• _Records excerpted from a collection_:
****************************************

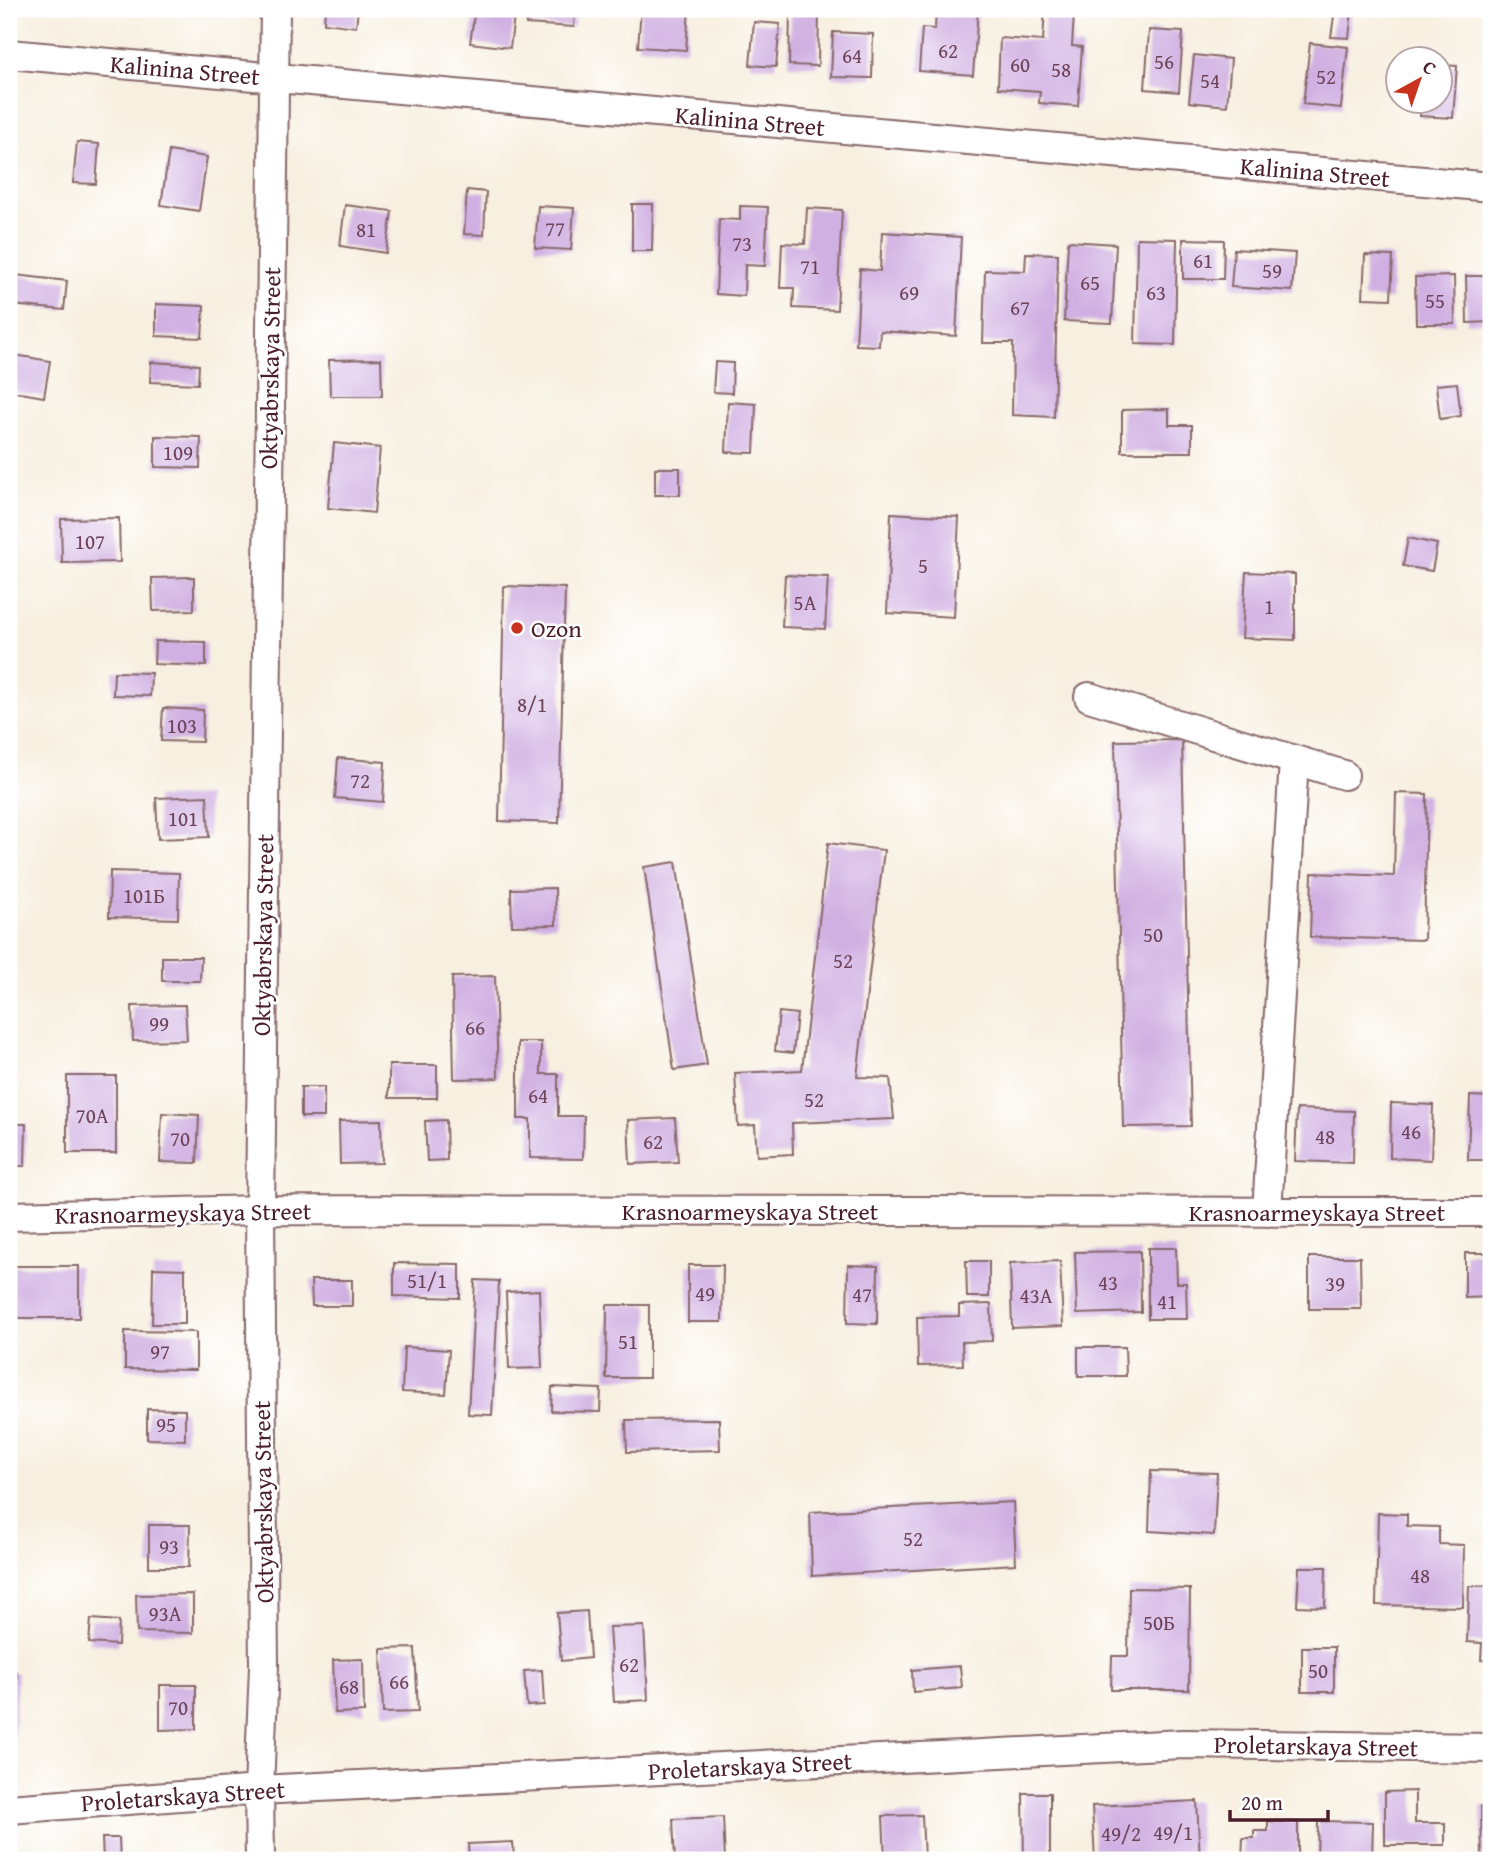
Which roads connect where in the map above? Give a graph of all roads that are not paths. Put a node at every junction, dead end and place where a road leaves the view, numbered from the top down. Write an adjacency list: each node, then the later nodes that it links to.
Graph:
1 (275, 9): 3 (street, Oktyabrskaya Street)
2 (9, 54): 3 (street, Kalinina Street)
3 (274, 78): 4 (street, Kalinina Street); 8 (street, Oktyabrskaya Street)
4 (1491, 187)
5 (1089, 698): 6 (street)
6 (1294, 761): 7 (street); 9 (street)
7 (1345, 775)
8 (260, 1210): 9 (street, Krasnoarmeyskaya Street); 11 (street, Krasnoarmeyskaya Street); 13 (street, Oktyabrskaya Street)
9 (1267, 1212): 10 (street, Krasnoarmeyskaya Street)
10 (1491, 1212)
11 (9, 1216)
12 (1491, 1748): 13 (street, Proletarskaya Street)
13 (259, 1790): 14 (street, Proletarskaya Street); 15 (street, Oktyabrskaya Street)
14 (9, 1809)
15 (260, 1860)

****************************************

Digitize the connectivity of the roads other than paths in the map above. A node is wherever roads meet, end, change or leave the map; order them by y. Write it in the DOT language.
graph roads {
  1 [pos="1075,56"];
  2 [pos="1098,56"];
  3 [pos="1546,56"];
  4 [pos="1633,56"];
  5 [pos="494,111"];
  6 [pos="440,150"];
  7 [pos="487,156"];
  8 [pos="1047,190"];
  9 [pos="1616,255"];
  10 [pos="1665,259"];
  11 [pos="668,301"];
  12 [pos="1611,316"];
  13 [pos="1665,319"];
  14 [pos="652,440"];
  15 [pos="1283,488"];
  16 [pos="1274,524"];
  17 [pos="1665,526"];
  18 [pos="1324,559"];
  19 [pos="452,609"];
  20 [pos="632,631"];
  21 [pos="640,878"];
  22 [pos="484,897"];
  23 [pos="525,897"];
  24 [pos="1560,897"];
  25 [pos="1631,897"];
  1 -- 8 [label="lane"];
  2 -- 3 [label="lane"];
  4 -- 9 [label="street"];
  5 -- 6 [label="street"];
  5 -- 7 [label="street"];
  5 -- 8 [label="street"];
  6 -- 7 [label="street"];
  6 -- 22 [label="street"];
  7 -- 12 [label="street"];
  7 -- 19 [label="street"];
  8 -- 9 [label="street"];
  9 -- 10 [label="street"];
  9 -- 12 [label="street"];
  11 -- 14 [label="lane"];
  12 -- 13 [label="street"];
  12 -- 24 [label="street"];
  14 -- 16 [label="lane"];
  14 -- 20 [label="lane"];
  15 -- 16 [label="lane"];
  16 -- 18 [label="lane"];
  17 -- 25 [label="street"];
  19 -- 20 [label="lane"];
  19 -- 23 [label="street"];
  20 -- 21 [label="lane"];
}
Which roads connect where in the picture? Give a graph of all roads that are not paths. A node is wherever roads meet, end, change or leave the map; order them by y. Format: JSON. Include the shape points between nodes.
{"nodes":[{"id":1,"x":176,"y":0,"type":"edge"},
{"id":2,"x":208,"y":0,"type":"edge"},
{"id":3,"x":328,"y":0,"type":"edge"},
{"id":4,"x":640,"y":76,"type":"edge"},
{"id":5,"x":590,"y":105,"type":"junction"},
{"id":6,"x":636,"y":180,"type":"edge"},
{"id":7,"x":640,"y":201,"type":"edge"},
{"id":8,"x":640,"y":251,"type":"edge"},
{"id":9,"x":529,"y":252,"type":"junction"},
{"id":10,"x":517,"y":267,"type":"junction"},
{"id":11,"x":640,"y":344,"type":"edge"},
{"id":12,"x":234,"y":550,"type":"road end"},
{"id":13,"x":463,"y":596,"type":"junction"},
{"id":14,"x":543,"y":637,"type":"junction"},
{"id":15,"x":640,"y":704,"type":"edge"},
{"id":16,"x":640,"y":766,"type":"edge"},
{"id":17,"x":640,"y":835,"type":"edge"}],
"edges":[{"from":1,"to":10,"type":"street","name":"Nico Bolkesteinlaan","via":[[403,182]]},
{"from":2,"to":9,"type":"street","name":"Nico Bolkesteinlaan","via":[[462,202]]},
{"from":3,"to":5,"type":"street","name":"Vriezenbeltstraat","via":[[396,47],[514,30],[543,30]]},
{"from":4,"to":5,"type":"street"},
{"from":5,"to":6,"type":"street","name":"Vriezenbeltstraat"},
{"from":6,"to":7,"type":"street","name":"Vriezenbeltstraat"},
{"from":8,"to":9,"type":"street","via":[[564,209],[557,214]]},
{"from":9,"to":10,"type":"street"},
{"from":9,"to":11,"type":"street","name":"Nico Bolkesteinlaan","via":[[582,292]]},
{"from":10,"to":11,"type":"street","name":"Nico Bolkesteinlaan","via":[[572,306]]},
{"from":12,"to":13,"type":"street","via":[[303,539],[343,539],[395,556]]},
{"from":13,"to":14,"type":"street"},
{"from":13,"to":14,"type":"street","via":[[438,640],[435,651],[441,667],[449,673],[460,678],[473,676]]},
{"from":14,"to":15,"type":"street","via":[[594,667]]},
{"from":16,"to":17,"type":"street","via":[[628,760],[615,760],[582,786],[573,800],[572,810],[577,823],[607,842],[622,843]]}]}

****************************************

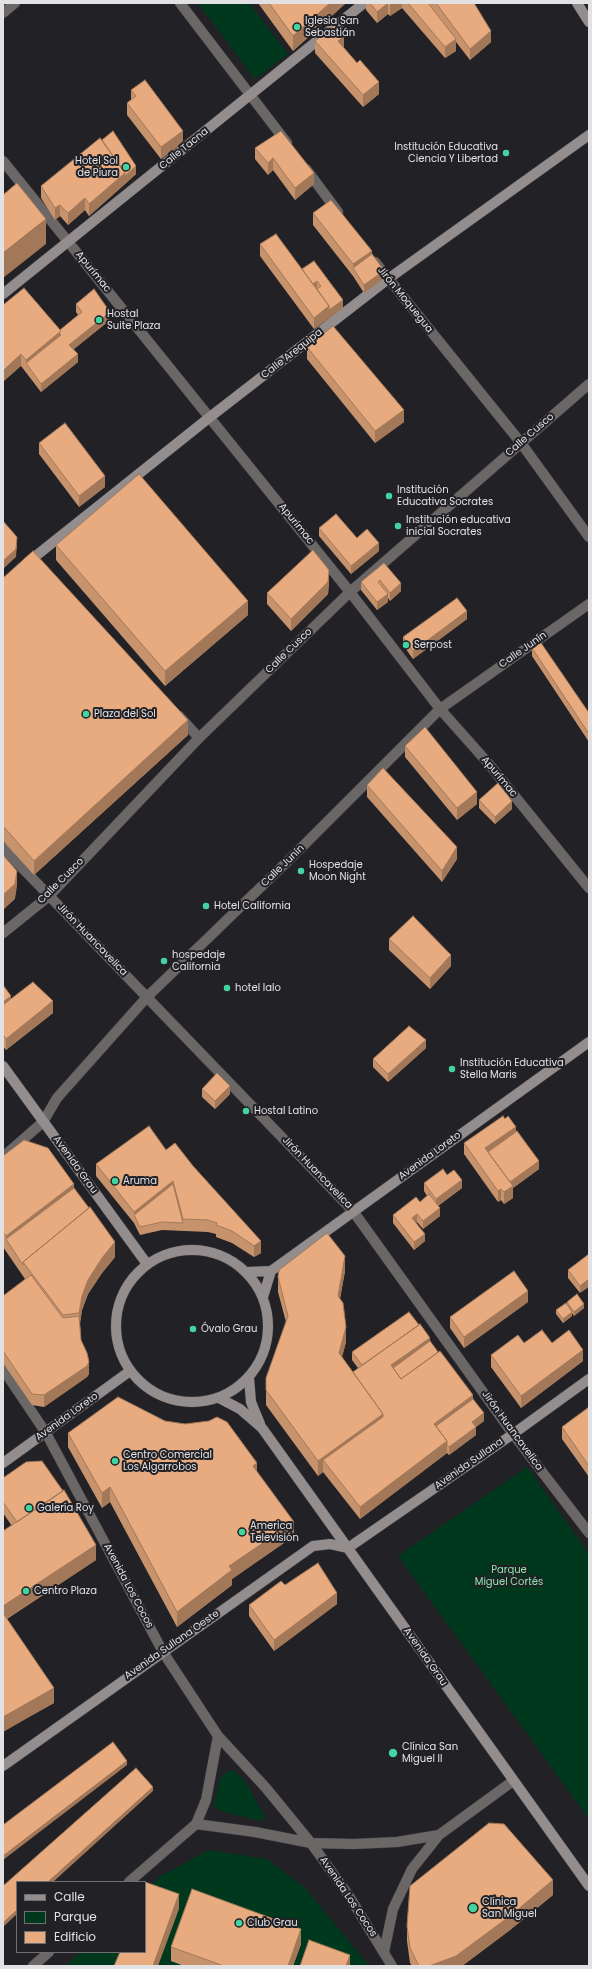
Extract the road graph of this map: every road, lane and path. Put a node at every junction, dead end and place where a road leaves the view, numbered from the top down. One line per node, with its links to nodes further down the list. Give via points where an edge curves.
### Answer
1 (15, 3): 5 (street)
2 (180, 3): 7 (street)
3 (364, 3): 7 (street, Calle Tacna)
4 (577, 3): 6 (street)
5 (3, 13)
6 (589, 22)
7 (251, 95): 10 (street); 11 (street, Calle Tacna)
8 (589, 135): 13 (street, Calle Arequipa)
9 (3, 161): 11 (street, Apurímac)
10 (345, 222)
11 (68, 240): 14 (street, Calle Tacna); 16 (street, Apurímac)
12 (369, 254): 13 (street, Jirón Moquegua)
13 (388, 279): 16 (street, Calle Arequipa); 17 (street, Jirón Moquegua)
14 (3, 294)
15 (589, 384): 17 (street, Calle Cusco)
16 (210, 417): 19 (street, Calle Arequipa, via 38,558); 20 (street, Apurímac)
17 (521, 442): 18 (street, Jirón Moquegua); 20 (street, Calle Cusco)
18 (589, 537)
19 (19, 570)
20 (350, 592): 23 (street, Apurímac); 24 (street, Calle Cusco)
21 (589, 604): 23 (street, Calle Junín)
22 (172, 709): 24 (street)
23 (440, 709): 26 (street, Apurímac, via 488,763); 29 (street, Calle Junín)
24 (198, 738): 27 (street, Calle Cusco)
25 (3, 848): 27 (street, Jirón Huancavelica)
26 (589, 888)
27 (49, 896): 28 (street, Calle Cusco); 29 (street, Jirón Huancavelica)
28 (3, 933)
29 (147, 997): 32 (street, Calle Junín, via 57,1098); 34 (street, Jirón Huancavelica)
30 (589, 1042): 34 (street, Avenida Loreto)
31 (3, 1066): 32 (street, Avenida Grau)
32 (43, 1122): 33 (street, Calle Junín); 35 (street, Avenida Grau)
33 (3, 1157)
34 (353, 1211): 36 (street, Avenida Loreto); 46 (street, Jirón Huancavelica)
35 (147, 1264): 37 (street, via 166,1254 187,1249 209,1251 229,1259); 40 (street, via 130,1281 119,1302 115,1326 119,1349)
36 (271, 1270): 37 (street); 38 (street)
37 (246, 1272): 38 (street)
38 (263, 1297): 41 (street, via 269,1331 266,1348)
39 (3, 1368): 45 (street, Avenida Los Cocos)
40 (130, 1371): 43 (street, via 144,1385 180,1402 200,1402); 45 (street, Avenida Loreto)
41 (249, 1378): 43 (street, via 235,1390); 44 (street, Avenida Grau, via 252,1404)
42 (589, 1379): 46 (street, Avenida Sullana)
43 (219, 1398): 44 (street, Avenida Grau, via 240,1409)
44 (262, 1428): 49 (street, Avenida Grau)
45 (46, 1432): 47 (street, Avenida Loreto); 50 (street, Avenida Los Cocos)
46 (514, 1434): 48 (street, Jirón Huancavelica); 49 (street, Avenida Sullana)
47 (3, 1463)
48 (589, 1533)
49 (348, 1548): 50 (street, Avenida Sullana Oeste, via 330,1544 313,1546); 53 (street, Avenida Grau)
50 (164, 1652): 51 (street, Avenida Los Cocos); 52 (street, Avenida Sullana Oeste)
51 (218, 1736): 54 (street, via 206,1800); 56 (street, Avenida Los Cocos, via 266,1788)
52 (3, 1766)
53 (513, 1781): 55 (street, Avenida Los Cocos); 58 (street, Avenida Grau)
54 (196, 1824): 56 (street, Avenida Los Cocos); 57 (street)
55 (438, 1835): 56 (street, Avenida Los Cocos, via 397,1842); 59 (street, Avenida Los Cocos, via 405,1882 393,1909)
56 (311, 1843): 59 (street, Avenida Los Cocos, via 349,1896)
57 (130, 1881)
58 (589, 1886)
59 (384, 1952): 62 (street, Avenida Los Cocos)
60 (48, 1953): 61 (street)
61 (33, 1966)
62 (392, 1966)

****************************************

• _What the exercise asks_: Lines from the records above that hold "every" are the ones to list.

• _Result_:
Which roads connect where in the map above? Give a graph of all roads that are not paths. Put a node at every junction, dead end and place where a road leaves the view, numbered from the top down. Write an adjacency list: each node, then the later nodes that it links to.
Extract the road graph of this map: every road, lane and path. Put a node at every junction, dead end and place where a road leaves the view, numbered from the top down. One line per node, with its links to nodes further down the list. Give via points where an edge curves.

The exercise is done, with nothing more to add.